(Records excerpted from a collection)
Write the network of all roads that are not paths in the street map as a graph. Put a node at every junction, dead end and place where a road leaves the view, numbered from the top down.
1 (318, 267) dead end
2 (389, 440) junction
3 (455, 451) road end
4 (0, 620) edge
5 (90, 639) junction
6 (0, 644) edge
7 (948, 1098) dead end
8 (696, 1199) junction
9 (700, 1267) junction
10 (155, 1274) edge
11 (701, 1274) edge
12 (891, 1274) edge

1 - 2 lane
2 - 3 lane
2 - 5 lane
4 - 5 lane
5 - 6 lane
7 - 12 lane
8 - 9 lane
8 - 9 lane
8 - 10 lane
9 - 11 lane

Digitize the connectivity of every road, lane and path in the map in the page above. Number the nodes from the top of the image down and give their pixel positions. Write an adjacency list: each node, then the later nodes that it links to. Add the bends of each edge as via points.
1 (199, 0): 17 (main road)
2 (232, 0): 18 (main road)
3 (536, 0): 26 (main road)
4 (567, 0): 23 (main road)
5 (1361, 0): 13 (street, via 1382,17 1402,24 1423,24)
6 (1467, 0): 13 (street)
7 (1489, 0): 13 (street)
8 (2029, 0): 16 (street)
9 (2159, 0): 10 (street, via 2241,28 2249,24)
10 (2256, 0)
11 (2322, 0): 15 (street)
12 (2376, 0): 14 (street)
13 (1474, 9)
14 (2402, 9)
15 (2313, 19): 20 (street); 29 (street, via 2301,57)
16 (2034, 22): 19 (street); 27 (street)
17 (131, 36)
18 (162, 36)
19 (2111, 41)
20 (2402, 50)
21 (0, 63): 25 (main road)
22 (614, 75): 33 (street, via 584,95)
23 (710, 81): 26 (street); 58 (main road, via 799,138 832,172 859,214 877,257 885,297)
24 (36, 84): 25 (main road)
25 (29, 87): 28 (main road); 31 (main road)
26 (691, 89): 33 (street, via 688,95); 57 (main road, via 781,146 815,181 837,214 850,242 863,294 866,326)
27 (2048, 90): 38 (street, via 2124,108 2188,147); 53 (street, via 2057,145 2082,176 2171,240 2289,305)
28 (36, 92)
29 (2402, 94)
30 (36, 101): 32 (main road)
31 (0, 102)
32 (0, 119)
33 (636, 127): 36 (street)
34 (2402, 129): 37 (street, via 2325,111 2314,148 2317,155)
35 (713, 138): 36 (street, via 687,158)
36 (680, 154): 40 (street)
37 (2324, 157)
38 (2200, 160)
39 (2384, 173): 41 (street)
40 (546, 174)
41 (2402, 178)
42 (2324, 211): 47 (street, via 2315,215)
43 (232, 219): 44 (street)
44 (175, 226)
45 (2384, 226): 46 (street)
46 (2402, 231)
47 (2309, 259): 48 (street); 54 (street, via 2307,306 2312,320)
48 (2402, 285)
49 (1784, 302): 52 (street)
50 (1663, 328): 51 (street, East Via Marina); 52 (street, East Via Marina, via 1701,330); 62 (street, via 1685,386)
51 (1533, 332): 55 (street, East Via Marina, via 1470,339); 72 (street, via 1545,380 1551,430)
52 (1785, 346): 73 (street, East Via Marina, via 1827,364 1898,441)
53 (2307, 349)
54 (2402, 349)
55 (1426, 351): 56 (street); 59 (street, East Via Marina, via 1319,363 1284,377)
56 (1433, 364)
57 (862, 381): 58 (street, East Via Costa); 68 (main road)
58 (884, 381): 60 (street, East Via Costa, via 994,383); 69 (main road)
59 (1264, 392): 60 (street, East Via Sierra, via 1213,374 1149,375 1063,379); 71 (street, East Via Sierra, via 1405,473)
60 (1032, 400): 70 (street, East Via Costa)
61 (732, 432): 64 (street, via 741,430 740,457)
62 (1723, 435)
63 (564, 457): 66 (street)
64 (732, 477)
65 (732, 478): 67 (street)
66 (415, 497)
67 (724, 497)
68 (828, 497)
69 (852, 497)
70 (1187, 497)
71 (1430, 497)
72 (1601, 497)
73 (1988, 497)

THE TASK »
Using the data above, say how many lines include "junction". No other reply is needed.

ANSWER TO THIS EXERCISE »
5